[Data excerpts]
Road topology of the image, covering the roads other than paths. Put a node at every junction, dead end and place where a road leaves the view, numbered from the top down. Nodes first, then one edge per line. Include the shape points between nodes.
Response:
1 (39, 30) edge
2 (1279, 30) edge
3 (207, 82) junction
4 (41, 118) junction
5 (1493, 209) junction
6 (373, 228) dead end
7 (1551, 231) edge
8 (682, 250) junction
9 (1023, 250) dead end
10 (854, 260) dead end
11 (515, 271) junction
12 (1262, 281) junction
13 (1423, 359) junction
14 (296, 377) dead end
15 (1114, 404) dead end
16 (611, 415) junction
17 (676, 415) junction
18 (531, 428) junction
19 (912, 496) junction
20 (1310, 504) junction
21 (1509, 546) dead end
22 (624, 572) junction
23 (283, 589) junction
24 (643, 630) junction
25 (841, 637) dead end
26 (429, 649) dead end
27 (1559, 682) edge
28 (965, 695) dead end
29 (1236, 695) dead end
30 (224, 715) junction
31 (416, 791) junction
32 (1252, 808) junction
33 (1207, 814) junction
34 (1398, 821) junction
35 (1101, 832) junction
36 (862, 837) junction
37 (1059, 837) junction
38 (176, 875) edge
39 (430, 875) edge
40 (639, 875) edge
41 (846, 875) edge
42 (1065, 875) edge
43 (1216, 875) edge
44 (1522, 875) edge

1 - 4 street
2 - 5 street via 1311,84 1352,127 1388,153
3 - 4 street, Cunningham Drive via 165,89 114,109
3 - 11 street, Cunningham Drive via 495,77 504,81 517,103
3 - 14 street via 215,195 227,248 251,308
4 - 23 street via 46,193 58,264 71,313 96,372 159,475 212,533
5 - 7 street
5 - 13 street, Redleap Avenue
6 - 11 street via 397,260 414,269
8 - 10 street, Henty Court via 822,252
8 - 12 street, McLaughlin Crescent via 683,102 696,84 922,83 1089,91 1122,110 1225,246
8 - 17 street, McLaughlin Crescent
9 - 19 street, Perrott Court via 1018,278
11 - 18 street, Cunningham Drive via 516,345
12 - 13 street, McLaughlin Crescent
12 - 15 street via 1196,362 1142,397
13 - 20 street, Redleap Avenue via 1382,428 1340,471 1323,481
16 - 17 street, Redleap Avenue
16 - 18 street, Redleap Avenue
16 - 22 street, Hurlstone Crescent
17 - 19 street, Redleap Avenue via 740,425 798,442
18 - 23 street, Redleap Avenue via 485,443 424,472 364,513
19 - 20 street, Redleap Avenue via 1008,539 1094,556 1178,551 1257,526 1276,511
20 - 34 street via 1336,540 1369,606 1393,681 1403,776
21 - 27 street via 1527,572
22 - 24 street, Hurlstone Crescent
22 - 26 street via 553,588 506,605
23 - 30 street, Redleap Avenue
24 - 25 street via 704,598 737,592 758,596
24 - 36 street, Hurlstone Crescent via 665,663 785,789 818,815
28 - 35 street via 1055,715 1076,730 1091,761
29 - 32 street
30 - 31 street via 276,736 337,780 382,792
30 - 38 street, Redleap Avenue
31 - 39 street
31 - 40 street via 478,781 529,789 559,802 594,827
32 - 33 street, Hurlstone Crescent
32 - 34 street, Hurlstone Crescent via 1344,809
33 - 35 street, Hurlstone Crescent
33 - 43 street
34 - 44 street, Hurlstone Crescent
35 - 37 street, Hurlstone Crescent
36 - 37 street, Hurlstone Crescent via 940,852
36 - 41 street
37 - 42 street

## What is needed:
Each entry must be output exactly as it was written.

## Completed exercise:
Road topology of the image, covering the roads other than paths. Put a node at every junction, dead end and place where a road leaves the view, numbered from the top down. Nodes first, then one edge per line. Include the shape points between nodes.
Response:
1 (39, 30) edge
2 (1279, 30) edge
3 (207, 82) junction
4 (41, 118) junction
5 (1493, 209) junction
6 (373, 228) dead end
7 (1551, 231) edge
8 (682, 250) junction
9 (1023, 250) dead end
10 (854, 260) dead end
11 (515, 271) junction
12 (1262, 281) junction
13 (1423, 359) junction
14 (296, 377) dead end
15 (1114, 404) dead end
16 (611, 415) junction
17 (676, 415) junction
18 (531, 428) junction
19 (912, 496) junction
20 (1310, 504) junction
21 (1509, 546) dead end
22 (624, 572) junction
23 (283, 589) junction
24 (643, 630) junction
25 (841, 637) dead end
26 (429, 649) dead end
27 (1559, 682) edge
28 (965, 695) dead end
29 (1236, 695) dead end
30 (224, 715) junction
31 (416, 791) junction
32 (1252, 808) junction
33 (1207, 814) junction
34 (1398, 821) junction
35 (1101, 832) junction
36 (862, 837) junction
37 (1059, 837) junction
38 (176, 875) edge
39 (430, 875) edge
40 (639, 875) edge
41 (846, 875) edge
42 (1065, 875) edge
43 (1216, 875) edge
44 (1522, 875) edge

1 - 4 street
2 - 5 street via 1311,84 1352,127 1388,153
3 - 4 street, Cunningham Drive via 165,89 114,109
3 - 11 street, Cunningham Drive via 495,77 504,81 517,103
3 - 14 street via 215,195 227,248 251,308
4 - 23 street via 46,193 58,264 71,313 96,372 159,475 212,533
5 - 7 street
5 - 13 street, Redleap Avenue
6 - 11 street via 397,260 414,269
8 - 10 street, Henty Court via 822,252
8 - 12 street, McLaughlin Crescent via 683,102 696,84 922,83 1089,91 1122,110 1225,246
8 - 17 street, McLaughlin Crescent
9 - 19 street, Perrott Court via 1018,278
11 - 18 street, Cunningham Drive via 516,345
12 - 13 street, McLaughlin Crescent
12 - 15 street via 1196,362 1142,397
13 - 20 street, Redleap Avenue via 1382,428 1340,471 1323,481
16 - 17 street, Redleap Avenue
16 - 18 street, Redleap Avenue
16 - 22 street, Hurlstone Crescent
17 - 19 street, Redleap Avenue via 740,425 798,442
18 - 23 street, Redleap Avenue via 485,443 424,472 364,513
19 - 20 street, Redleap Avenue via 1008,539 1094,556 1178,551 1257,526 1276,511
20 - 34 street via 1336,540 1369,606 1393,681 1403,776
21 - 27 street via 1527,572
22 - 24 street, Hurlstone Crescent
22 - 26 street via 553,588 506,605
23 - 30 street, Redleap Avenue
24 - 25 street via 704,598 737,592 758,596
24 - 36 street, Hurlstone Crescent via 665,663 785,789 818,815
28 - 35 street via 1055,715 1076,730 1091,761
29 - 32 street
30 - 31 street via 276,736 337,780 382,792
30 - 38 street, Redleap Avenue
31 - 39 street
31 - 40 street via 478,781 529,789 559,802 594,827
32 - 33 street, Hurlstone Crescent
32 - 34 street, Hurlstone Crescent via 1344,809
33 - 35 street, Hurlstone Crescent
33 - 43 street
34 - 44 street, Hurlstone Crescent
35 - 37 street, Hurlstone Crescent
36 - 37 street, Hurlstone Crescent via 940,852
36 - 41 street
37 - 42 street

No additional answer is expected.